I don't know if that helps but please if you think of anything else do put it on the forum as someone will know the answers.
my very best wishes
I forgot to say it sounds like your father in law needs a reassessment of his medication as there are tablets for both pain and sleeping that may be suitable but the problem is that they also have to work with the pd drugs and as he is having hallucinations that may be difficult.
best of luck
Vivian, thanks a lot for your post but, we don't live in the UK, we live in Argentina and, to tell you the truth, I'm simply amazed at all the alternatives provided for patients and older people in your country (I suppose it's not perfect either but at least it sounds like help). I wish we had the same situation here. My father in law pays a very expensive health service (a private one because public hospitals here are a disaster - it didn't use to be like that but with the goverments we've had in the last 50 years public health and education have gone to the dogs) but, in spite of that, you have to insist for them to give you what you are paying for, especially in the case of older people.

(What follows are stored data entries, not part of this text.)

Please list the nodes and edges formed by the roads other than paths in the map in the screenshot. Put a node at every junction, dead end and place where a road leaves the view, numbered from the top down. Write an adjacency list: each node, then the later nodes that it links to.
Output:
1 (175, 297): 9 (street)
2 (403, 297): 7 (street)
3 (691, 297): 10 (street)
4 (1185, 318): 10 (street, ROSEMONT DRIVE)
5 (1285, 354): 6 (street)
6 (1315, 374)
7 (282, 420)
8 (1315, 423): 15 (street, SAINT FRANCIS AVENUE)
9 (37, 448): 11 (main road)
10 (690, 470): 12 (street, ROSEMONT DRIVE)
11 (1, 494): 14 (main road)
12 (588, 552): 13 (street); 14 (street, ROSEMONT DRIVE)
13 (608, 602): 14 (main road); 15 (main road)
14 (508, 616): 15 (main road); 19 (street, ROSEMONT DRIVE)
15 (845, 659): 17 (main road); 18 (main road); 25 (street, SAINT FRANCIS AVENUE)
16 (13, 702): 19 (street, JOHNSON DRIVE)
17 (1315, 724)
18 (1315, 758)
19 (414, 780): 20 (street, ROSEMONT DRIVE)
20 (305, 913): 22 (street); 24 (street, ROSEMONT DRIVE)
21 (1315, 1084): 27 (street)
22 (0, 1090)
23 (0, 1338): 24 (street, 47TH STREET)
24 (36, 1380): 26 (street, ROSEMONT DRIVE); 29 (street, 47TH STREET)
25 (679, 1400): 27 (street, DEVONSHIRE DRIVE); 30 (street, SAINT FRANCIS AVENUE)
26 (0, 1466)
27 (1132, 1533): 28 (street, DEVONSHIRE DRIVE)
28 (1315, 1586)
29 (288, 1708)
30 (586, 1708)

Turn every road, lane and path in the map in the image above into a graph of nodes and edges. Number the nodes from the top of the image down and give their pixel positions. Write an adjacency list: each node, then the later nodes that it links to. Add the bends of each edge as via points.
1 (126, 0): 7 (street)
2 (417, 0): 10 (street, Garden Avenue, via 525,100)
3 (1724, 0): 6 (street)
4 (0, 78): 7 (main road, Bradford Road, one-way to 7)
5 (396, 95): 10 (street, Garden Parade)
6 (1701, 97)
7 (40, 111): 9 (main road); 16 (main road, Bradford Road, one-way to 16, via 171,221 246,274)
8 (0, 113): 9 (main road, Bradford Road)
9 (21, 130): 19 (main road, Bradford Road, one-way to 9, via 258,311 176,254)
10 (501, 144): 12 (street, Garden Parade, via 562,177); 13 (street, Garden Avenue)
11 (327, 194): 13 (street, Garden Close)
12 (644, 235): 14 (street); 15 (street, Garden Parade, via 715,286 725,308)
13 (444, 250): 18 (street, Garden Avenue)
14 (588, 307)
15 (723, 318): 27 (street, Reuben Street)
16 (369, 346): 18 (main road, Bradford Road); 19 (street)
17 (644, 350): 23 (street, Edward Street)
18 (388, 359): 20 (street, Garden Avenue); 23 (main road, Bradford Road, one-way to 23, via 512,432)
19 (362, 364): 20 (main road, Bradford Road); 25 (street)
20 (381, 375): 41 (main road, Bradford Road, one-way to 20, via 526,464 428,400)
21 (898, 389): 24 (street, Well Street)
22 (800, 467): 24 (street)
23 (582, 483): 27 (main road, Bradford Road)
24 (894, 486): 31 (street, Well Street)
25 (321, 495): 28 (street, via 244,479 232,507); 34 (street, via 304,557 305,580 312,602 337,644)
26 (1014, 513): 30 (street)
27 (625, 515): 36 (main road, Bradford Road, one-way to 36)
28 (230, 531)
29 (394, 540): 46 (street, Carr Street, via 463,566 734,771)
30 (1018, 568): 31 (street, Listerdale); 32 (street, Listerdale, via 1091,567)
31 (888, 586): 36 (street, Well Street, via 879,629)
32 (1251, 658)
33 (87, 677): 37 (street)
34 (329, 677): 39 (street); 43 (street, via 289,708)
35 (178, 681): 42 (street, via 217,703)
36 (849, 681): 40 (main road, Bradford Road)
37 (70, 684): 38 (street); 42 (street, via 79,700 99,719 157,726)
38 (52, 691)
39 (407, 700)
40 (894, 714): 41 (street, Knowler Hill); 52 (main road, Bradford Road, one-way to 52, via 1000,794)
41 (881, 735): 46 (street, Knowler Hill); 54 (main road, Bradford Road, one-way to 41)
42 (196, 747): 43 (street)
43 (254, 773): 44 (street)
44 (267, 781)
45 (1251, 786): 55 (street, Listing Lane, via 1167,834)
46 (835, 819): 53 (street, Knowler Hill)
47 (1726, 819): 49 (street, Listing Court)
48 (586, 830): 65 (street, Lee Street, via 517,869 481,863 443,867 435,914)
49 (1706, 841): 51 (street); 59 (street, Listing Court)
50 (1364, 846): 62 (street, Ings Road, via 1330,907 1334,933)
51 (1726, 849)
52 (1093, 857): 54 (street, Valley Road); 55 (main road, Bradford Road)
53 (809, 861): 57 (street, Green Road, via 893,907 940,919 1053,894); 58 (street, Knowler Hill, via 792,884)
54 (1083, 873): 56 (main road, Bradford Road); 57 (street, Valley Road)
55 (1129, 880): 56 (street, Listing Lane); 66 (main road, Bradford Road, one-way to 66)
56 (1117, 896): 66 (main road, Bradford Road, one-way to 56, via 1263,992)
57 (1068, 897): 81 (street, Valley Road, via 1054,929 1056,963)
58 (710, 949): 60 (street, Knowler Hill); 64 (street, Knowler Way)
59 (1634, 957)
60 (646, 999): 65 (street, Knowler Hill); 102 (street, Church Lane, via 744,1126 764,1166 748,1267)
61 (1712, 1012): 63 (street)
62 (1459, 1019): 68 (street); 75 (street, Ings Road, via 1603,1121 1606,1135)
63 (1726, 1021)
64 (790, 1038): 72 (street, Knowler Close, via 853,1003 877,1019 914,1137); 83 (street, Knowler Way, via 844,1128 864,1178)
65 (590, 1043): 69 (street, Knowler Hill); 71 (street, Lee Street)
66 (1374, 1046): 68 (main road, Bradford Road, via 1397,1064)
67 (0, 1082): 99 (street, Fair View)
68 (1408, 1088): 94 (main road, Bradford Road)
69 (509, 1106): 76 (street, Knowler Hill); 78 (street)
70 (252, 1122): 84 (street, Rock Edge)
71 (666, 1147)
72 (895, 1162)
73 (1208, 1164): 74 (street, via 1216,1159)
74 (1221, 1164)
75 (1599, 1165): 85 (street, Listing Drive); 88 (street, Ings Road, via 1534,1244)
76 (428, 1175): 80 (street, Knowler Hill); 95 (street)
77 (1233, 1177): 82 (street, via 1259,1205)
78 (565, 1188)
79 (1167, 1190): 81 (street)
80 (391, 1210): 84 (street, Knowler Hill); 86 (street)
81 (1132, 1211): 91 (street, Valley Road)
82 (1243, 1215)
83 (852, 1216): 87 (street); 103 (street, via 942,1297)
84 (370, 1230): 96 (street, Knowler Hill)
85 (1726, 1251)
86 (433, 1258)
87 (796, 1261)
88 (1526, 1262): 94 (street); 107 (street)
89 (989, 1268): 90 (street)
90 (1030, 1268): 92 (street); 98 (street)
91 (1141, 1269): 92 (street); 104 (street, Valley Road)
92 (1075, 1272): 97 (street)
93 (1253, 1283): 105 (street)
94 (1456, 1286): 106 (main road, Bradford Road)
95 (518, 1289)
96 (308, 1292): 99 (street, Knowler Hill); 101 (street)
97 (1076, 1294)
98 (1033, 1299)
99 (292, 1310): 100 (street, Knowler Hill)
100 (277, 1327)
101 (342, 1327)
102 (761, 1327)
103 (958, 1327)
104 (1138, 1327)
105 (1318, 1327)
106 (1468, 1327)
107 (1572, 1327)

They don't inform older patients about all the benefits they can have so one has to go and make some noise to get a reaction. For example, they are sending a physical therapist but the lady, who is supposed to stay for 30 minutes, takes advantage and leaves after 15 minutes or 20 tops. When my mother in law confronted her she complained about the low wages she gets paid (I almost hit the roof!) So, the only way is to get him private care and pay fortunes. What I needed to know is whether there is medication to make patients more comfortable relieving pain and helping them to have a decent night's sleep, which you have told me is possible, always under a physician's control and care. Definitely his neuro doesn't give a damn about his case. As you say, getting a geriatrician would be great so I'll talk to my mother's doc, who is one.Thanks a lot again!